(About this exercise) Whenever the word "main" turns up in a line of the data below, copy that line.

(Records for this task)
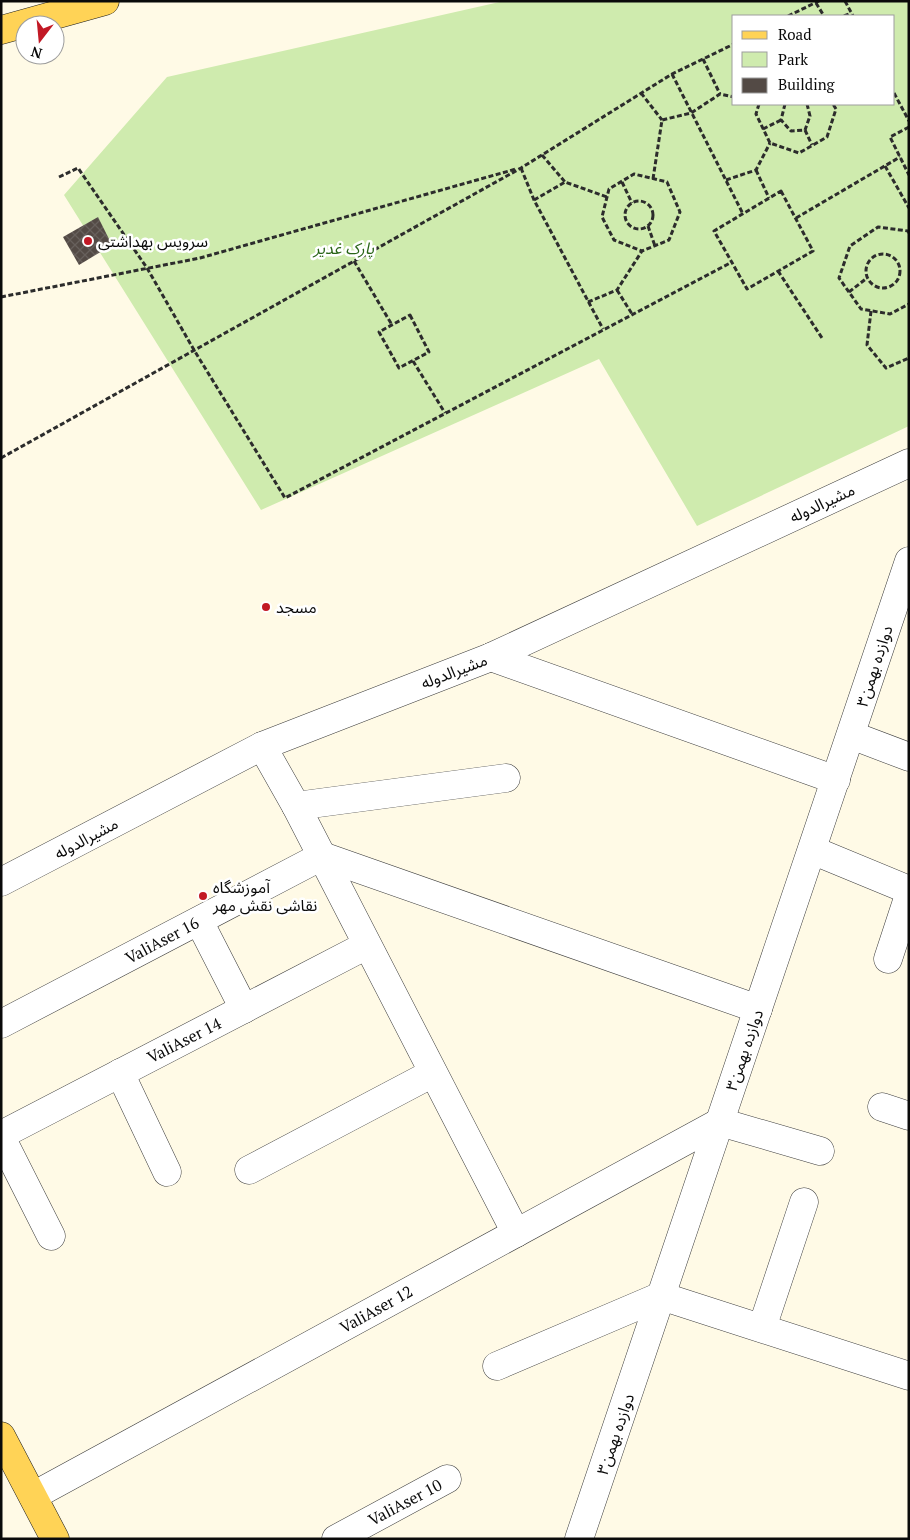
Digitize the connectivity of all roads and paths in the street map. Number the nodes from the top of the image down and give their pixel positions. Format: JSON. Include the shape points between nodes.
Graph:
{"nodes":[{"id":1,"x":105,"y":1,"type":"edge"},
{"id":2,"x":844,"y":1,"type":"edge"},
{"id":3,"x":817,"y":2,"type":"edge"},
{"id":4,"x":790,"y":15,"type":"edge"},
{"id":5,"x":824,"y":15,"type":"edge"},
{"id":6,"x":852,"y":15,"type":"edge"},
{"id":7,"x":1,"y":30,"type":"edge"},
{"id":8,"x":732,"y":45,"type":"edge"},
{"id":9,"x":703,"y":59,"type":"junction"},
{"id":10,"x":672,"y":74,"type":"junction"},
{"id":11,"x":641,"y":93,"type":"junction"},
{"id":12,"x":720,"y":94,"type":"junction"},
{"id":13,"x":895,"y":95,"type":"edge"},
{"id":14,"x":732,"y":97,"type":"edge"},
{"id":15,"x":759,"y":105,"type":"edge"},
{"id":16,"x":785,"y":105,"type":"edge"},
{"id":17,"x":807,"y":105,"type":"edge"},
{"id":18,"x":834,"y":105,"type":"edge"},
{"id":19,"x":691,"y":113,"type":"junction"},
{"id":20,"x":662,"y":120,"type":"junction"},
{"id":21,"x":781,"y":120,"type":"junction"},
{"id":22,"x":909,"y":121,"type":"edge"},
{"id":23,"x":909,"y":127,"type":"edge"},
{"id":24,"x":764,"y":129,"type":"junction"},
{"id":25,"x":805,"y":130,"type":"junction"},
{"id":26,"x":770,"y":142,"type":"junction"},
{"id":27,"x":812,"y":145,"type":"junction"},
{"id":28,"x":542,"y":155,"type":"junction"},
{"id":29,"x":900,"y":157,"type":"junction"},
{"id":30,"x":885,"y":166,"type":"junction"},
{"id":31,"x":521,"y":168,"type":"junction"},
{"id":32,"x":756,"y":170,"type":"junction"},
{"id":33,"x":909,"y":175,"type":"edge"},
{"id":34,"x":59,"y":177,"type":"dead end"},
{"id":35,"x":653,"y":178,"type":"junction"},
{"id":36,"x":726,"y":180,"type":"junction"},
{"id":37,"x":565,"y":182,"type":"junction"},
{"id":38,"x":622,"y":182,"type":"junction"},
{"id":39,"x":607,"y":197,"type":"junction"},
{"id":40,"x":769,"y":198,"type":"junction"},
{"id":41,"x":534,"y":200,"type":"junction"},
{"id":42,"x":632,"y":203,"type":"junction"},
{"id":43,"x":909,"y":208,"type":"edge"},
{"id":44,"x":743,"y":214,"type":"junction"},
{"id":45,"x":796,"y":218,"type":"junction"},
{"id":46,"x":648,"y":226,"type":"junction"},
{"id":47,"x":909,"y":226,"type":"edge"},
{"id":48,"x":908,"y":232,"type":"edge"},
{"id":49,"x":655,"y":246,"type":"junction"},
{"id":50,"x":642,"y":251,"type":"junction"},
{"id":51,"x":354,"y":261,"type":"junction"},
{"id":52,"x":732,"y":262,"type":"junction"},
{"id":53,"x":147,"y":268,"type":"junction"},
{"id":54,"x":778,"y":271,"type":"junction"},
{"id":55,"x":867,"y":278,"type":"junction"},
{"id":56,"x":617,"y":290,"type":"junction"},
{"id":57,"x":849,"y":292,"type":"junction"},
{"id":58,"x":1,"y":297,"type":"edge"},
{"id":59,"x":588,"y":302,"type":"junction"},
{"id":60,"x":909,"y":304,"type":"edge"},
{"id":61,"x":872,"y":311,"type":"junction"},
{"id":62,"x":632,"y":314,"type":"junction"},
{"id":63,"x":392,"y":325,"type":"junction"},
{"id":64,"x":603,"y":329,"type":"junction"},
{"id":65,"x":822,"y":338,"type":"dead end"},
{"id":66,"x":194,"y":350,"type":"junction"},
{"id":67,"x":909,"y":358,"type":"edge"},
{"id":68,"x":413,"y":361,"type":"junction"},
{"id":69,"x":445,"y":413,"type":"junction"},
{"id":70,"x":1,"y":458,"type":"edge"},
{"id":71,"x":909,"y":463,"type":"edge"},
{"id":72,"x":909,"y":561,"type":"edge"},
{"id":73,"x":491,"y":657,"type":"junction"},
{"id":74,"x":851,"y":735,"type":"junction"},
{"id":75,"x":262,"y":746,"type":"junction"},
{"id":76,"x":909,"y":757,"type":"edge"},
{"id":77,"x":506,"y":778,"type":"dead end"},
{"id":78,"x":836,"y":780,"type":"junction"},
{"id":79,"x":296,"y":806,"type":"junction"},
{"id":80,"x":812,"y":850,"type":"junction"},
{"id":81,"x":322,"y":856,"type":"junction"},
{"id":82,"x":1,"y":882,"type":"edge"},
{"id":83,"x":909,"y":890,"type":"edge"},
{"id":84,"x":909,"y":895,"type":"edge"},
{"id":85,"x":199,"y":921,"type":"junction"},
{"id":86,"x":367,"y":945,"type":"junction"},
{"id":87,"x":888,"y":959,"type":"dead end"},
{"id":88,"x":244,"y":1009,"type":"junction"},
{"id":89,"x":758,"y":1009,"type":"junction"},
{"id":90,"x":1,"y":1024,"type":"edge"},
{"id":91,"x":120,"y":1073,"type":"junction"},
{"id":92,"x":433,"y":1073,"type":"junction"},
{"id":93,"x":882,"y":1107,"type":"dead end"},
{"id":94,"x":909,"y":1116,"type":"edge"},
{"id":95,"x":720,"y":1122,"type":"junction"},
{"id":96,"x":1,"y":1136,"type":"edge"},
{"id":97,"x":820,"y":1151,"type":"dead end"},
{"id":98,"x":249,"y":1170,"type":"dead end"},
{"id":99,"x":167,"y":1172,"type":"dead end"},
{"id":100,"x":804,"y":1202,"type":"dead end"},
{"id":101,"x":516,"y":1233,"type":"junction"},
{"id":102,"x":51,"y":1236,"type":"dead end"},
{"id":103,"x":661,"y":1296,"type":"junction"},
{"id":104,"x":762,"y":1328,"type":"junction"},
{"id":105,"x":497,"y":1366,"type":"dead end"},
{"id":106,"x":909,"y":1376,"type":"edge"},
{"id":107,"x":1,"y":1436,"type":"edge"},
{"id":108,"x":447,"y":1479,"type":"dead end"},
{"id":109,"x":33,"y":1496,"type":"junction"},
{"id":110,"x":55,"y":1539,"type":"edge"},
{"id":111,"x":336,"y":1539,"type":"edge"},
{"id":112,"x":579,"y":1539,"type":"edge"}],
"edges":[{"from":1,"to":7,"type":"main road"},
{"from":2,"to":6,"type":"path"},
{"from":3,"to":4,"type":"path"},
{"from":3,"to":5,"type":"path"},
{"from":8,"to":9,"type":"path"},
{"from":9,"to":10,"type":"path"},
{"from":9,"to":12,"type":"path"},
{"from":10,"to":11,"type":"path"},
{"from":10,"to":19,"type":"path"},
{"from":11,"to":20,"type":"path"},
{"from":11,"to":28,"type":"path"},
{"from":12,"to":14,"type":"path"},
{"from":12,"to":19,"type":"path"},
{"from":13,"to":22,"type":"path"},
{"from":15,"to":24,"type":"path","via":[[756,114]]},
{"from":16,"to":21,"type":"path"},
{"from":17,"to":25,"type":"path","via":[[810,116]]},
{"from":18,"to":27,"type":"path","via":[[836,109],[827,137]]},
{"from":19,"to":20,"type":"path"},
{"from":19,"to":36,"type":"path"},
{"from":20,"to":35,"type":"path"},
{"from":21,"to":24,"type":"path"},
{"from":21,"to":25,"type":"path","via":[[791,131]]},
{"from":23,"to":29,"type":"path","via":[[890,137]]},
{"from":24,"to":26,"type":"path"},
{"from":25,"to":27,"type":"path"},
{"from":26,"to":27,"type":"path","via":[[799,153]]},
{"from":26,"to":32,"type":"path"},
{"from":28,"to":31,"type":"path"},
{"from":28,"to":37,"type":"path"},
{"from":29,"to":30,"type":"path"},
{"from":29,"to":33,"type":"path"},
{"from":30,"to":43,"type":"path"},
{"from":30,"to":45,"type":"path"},
{"from":31,"to":41,"type":"path"},
{"from":31,"to":51,"type":"path"},
{"from":31,"to":53,"type":"path","via":[[200,258]]},
{"from":32,"to":36,"type":"path"},
{"from":32,"to":40,"type":"path"},
{"from":34,"to":53,"type":"path","via":[[78,168]]},
{"from":35,"to":38,"type":"path","via":[[634,174]]},
{"from":35,"to":49,"type":"path","via":[[667,182],[680,212],[669,240]]},
{"from":36,"to":44,"type":"path"},
{"from":37,"to":39,"type":"path"},
{"from":37,"to":41,"type":"path"},
{"from":38,"to":39,"type":"path","via":[[610,189]]},
{"from":38,"to":42,"type":"path"},
{"from":39,"to":50,"type":"path","via":[[602,217],[614,240]]},
{"from":40,"to":44,"type":"path"},
{"from":40,"to":45,"type":"path","via":[[781,191]]},
{"from":41,"to":59,"type":"path"},
{"from":42,"to":46,"type":"path","via":[[641,201],[649,205],[653,218]]},
{"from":42,"to":46,"type":"path","via":[[626,210],[628,223],[639,229]]},
{"from":44,"to":52,"type":"path","via":[[714,231]]},
{"from":45,"to":54,"type":"path","via":[[813,251]]},
{"from":46,"to":49,"type":"path"},
{"from":47,"to":48,"type":"path"},
{"from":48,"to":57,"type":"path","via":[[878,227],[850,246],[838,278]]},
{"from":49,"to":50,"type":"path"},
{"from":50,"to":56,"type":"path"},
{"from":51,"to":63,"type":"path"},
{"from":51,"to":66,"type":"path"},
{"from":52,"to":54,"type":"path","via":[[747,289]]},
{"from":52,"to":62,"type":"path"},
{"from":53,"to":58,"type":"path"},
{"from":53,"to":66,"type":"path"},
{"from":54,"to":65,"type":"path"},
{"from":55,"to":55,"type":"path","via":[[875,286],[886,288],[895,283],[900,267],[888,255],[877,255],[868,262]]},
{"from":55,"to":57,"type":"path"},
{"from":56,"to":59,"type":"path"},
{"from":56,"to":62,"type":"path"},
{"from":57,"to":61,"type":"path","via":[[861,309]]},
{"from":59,"to":64,"type":"path"},
{"from":60,"to":61,"type":"path","via":[[890,314]]},
{"from":61,"to":67,"type":"path","via":[[868,344],[886,368]]},
{"from":62,"to":64,"type":"path"},
{"from":63,"to":68,"type":"path","via":[[379,332],[399,368]]},
{"from":63,"to":68,"type":"path","via":[[410,315],[429,352]]},
{"from":64,"to":69,"type":"path"},
{"from":66,"to":69,"type":"path","via":[[285,498]]},
{"from":66,"to":70,"type":"path"},
{"from":68,"to":69,"type":"path"},
{"from":71,"to":73,"type":"street","name":"مشیرالدوله"},
{"from":72,"to":74,"type":"street","name":"دوازده بهمن۳"},
{"from":73,"to":75,"type":"street","name":"مشیرالدوله"},
{"from":73,"to":78,"type":"street"},
{"from":74,"to":76,"type":"street"},
{"from":74,"to":78,"type":"street","name":"دوازده بهمن۳"},
{"from":75,"to":79,"type":"street"},
{"from":75,"to":82,"type":"street","name":"مشیرالدوله"},
{"from":77,"to":79,"type":"street"},
{"from":78,"to":80,"type":"street","name":"دوازده بهمن۳"},
{"from":79,"to":81,"type":"street"},
{"from":80,"to":83,"type":"street"},
{"from":80,"to":89,"type":"street","name":"دوازده بهمن۳"},
{"from":81,"to":85,"type":"street","name":"ValiAser 16"},
{"from":81,"to":86,"type":"street"},
{"from":81,"to":89,"type":"street"},
{"from":84,"to":87,"type":"street"},
{"from":85,"to":88,"type":"street"},
{"from":85,"to":90,"type":"street","name":"ValiAser 16"},
{"from":86,"to":88,"type":"street","name":"ValiAser 14"},
{"from":86,"to":92,"type":"street"},
{"from":88,"to":91,"type":"street","name":"ValiAser 14"},
{"from":89,"to":95,"type":"street","name":"دوازده بهمن۳"},
{"from":91,"to":96,"type":"street","name":"ValiAser 14"},
{"from":91,"to":99,"type":"street"},
{"from":92,"to":98,"type":"street"},
{"from":92,"to":101,"type":"street"},
{"from":93,"to":94,"type":"street"},
{"from":95,"to":97,"type":"street"},
{"from":95,"to":101,"type":"street","name":"ValiAser 12"},
{"from":95,"to":103,"type":"street","name":"دوازده بهمن۳"},
{"from":96,"to":102,"type":"street"},
{"from":100,"to":104,"type":"street"},
{"from":101,"to":109,"type":"street","name":"ValiAser 12"},
{"from":103,"to":104,"type":"street"},
{"from":103,"to":105,"type":"street"},
{"from":103,"to":112,"type":"street","name":"دوازده بهمن۳"},
{"from":104,"to":106,"type":"street"},
{"from":107,"to":109,"type":"main road"},
{"from":108,"to":111,"type":"street","name":"ValiAser 10"},
{"from":109,"to":110,"type":"main road"}]}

(Response for this exercise)
"edges":[{"from":1,"to":7,"type":"main road"},
{"from":107,"to":109,"type":"main road"},
{"from":109,"to":110,"type":"main road"}]}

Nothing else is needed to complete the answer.